- [TASK TO COMPLETE] Please write out the line containing "ring tip: (380, 163)" and each line after it through the end of the data, exactly, and nothing else.

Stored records
▼▼▼

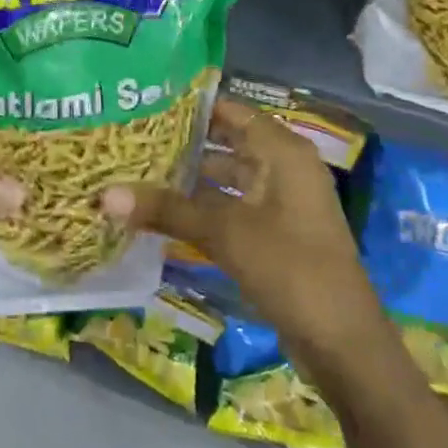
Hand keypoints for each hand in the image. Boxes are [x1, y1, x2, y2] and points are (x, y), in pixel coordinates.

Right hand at [100, 98, 384, 377]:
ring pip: (229, 178)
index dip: (193, 106)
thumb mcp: (224, 233)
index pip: (232, 111)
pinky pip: (234, 208)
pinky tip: (166, 213)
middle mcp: (284, 168)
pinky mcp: (276, 235)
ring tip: (140, 172)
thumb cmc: (289, 267)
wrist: (343, 343)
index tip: (147, 104)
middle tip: (133, 138)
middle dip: (185, 143)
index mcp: (283, 152)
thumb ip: (167, 209)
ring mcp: (282, 204)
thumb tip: (104, 194)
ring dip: (191, 178)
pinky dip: (204, 207)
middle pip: (229, 143)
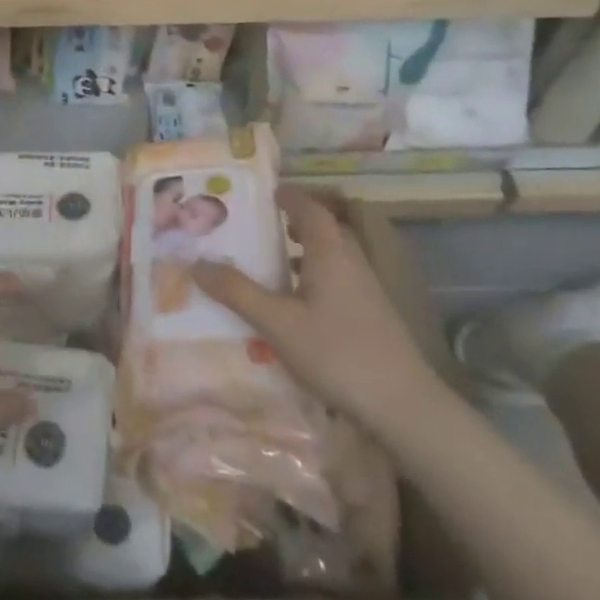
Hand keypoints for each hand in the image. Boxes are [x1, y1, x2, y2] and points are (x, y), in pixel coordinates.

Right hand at [192, 188, 448, 434]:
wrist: (403, 407)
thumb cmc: (337, 354)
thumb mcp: (277, 323)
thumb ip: (237, 291)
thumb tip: (195, 262)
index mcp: (331, 253)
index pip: (310, 208)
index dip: (288, 196)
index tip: (263, 191)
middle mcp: (351, 262)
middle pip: (323, 230)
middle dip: (292, 222)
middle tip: (258, 226)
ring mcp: (366, 290)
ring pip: (331, 257)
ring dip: (303, 252)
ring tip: (269, 262)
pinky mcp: (371, 316)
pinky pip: (336, 281)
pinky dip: (312, 278)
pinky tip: (294, 305)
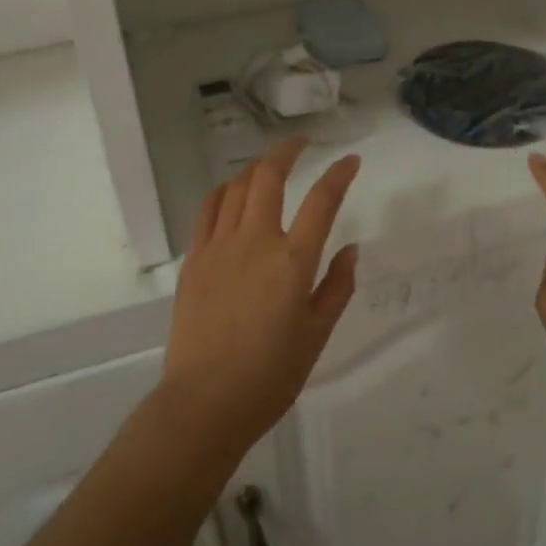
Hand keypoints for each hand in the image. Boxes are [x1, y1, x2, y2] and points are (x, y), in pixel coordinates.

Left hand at [162, 137, 361, 457]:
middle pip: (269, 177)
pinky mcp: (194, 259)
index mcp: (293, 261)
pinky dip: (224, 191)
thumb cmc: (270, 375)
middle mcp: (256, 241)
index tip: (351, 160)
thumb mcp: (317, 335)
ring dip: (257, 168)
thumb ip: (337, 287)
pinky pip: (208, 209)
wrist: (205, 402)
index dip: (339, 174)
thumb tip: (350, 248)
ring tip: (270, 166)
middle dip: (288, 151)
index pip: (322, 201)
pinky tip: (233, 191)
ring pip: (237, 187)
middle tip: (302, 143)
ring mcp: (219, 247)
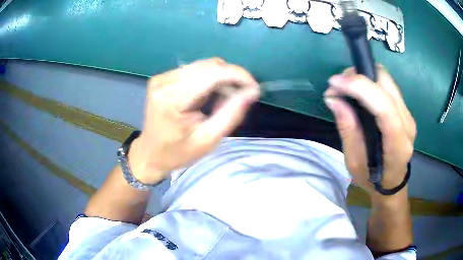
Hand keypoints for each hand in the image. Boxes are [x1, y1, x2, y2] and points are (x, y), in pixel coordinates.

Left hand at [128, 58, 259, 184]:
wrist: (150, 154)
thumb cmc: (177, 153)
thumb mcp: (208, 140)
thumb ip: (230, 114)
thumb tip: (251, 92)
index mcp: (172, 99)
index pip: (212, 73)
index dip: (238, 76)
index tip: (254, 88)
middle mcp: (164, 82)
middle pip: (208, 66)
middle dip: (230, 78)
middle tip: (239, 98)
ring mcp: (162, 78)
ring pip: (203, 66)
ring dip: (220, 79)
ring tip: (222, 100)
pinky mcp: (163, 78)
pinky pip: (194, 70)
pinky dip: (208, 80)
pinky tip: (208, 96)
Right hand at [324, 66, 415, 195]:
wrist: (392, 184)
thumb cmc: (372, 179)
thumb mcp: (354, 162)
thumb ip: (347, 129)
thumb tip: (334, 99)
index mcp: (397, 145)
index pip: (384, 107)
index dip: (360, 88)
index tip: (334, 83)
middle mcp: (407, 124)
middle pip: (386, 84)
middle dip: (359, 76)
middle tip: (338, 85)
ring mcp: (408, 115)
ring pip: (387, 80)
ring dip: (364, 77)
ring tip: (346, 88)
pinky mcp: (405, 110)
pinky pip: (388, 86)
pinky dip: (370, 82)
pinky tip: (359, 94)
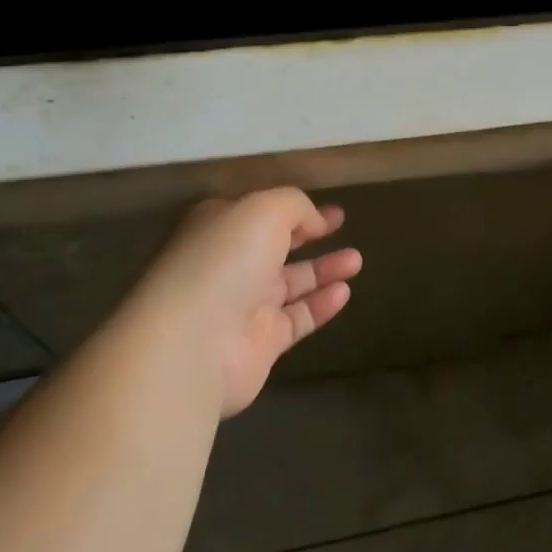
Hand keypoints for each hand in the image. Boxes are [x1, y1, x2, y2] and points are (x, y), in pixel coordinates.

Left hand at [142, 188, 362, 416]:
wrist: (193, 342)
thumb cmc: (225, 259)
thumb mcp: (264, 209)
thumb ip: (295, 206)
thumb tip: (314, 220)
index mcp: (221, 227)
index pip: (261, 213)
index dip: (295, 209)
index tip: (328, 209)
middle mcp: (230, 264)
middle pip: (276, 246)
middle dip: (309, 235)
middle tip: (343, 226)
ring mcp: (243, 306)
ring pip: (291, 283)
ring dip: (324, 269)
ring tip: (357, 259)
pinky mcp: (260, 344)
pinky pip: (297, 319)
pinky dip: (321, 305)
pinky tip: (345, 292)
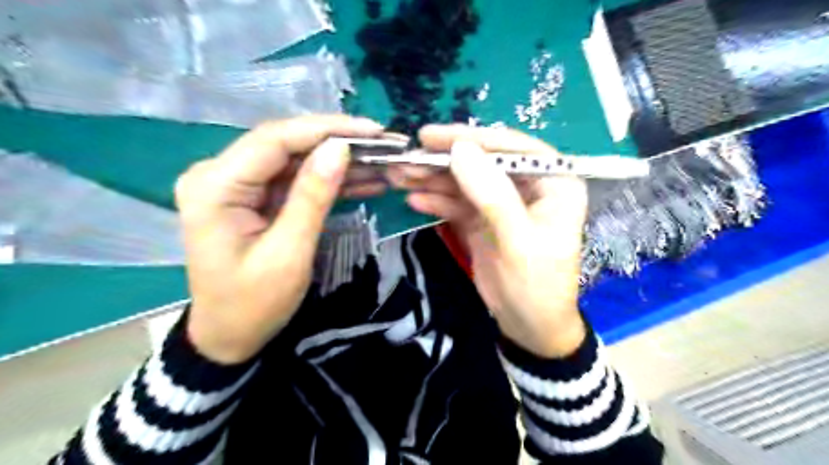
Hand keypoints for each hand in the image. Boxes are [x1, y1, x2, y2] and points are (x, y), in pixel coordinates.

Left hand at [175, 114, 384, 362]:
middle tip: (383, 145)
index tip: (372, 131)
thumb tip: (340, 148)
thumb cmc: (253, 304)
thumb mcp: (289, 253)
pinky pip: (294, 180)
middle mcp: (219, 174)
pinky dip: (327, 180)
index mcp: (216, 186)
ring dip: (337, 162)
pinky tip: (361, 180)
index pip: (275, 139)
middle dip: (337, 142)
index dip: (326, 130)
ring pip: (295, 160)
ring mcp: (236, 185)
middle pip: (285, 144)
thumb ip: (312, 196)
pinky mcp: (252, 197)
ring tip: (380, 163)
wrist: (228, 336)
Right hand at [389, 124, 589, 358]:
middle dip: (444, 161)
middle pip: (483, 161)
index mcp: (554, 182)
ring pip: (465, 181)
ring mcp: (502, 202)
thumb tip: (460, 149)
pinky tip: (414, 199)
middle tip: (406, 159)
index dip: (471, 138)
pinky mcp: (483, 219)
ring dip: (433, 179)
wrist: (529, 327)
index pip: (512, 147)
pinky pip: (457, 203)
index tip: (431, 137)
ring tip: (399, 176)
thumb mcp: (517, 241)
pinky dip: (436, 200)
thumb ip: (492, 194)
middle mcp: (528, 185)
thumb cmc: (536, 285)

▲▲▲

- [EXERCISE RESULT]
ring tip: (380, 163)
wrist: (228, 336)
Right hand at [389, 124, 589, 358]:
middle dip: (444, 161)
middle pip: (483, 161)
index mcp: (554, 182)
ring pip: (465, 181)
ring mcp: (502, 202)
thumb tip: (460, 149)
pinky tip: (414, 199)
middle tip: (406, 159)
index dip: (471, 138)
pinky mcp: (483, 219)
ring dip: (433, 179)
wrist: (529, 327)
index pip: (512, 147)
pinky pip: (457, 203)
index tip: (431, 137)
ring tip: (399, 176)
thumb mcp: (517, 241)
pinky dip: (436, 200)
thumb ip: (492, 194)
middle mcp: (528, 185)
thumb cmc: (536, 285)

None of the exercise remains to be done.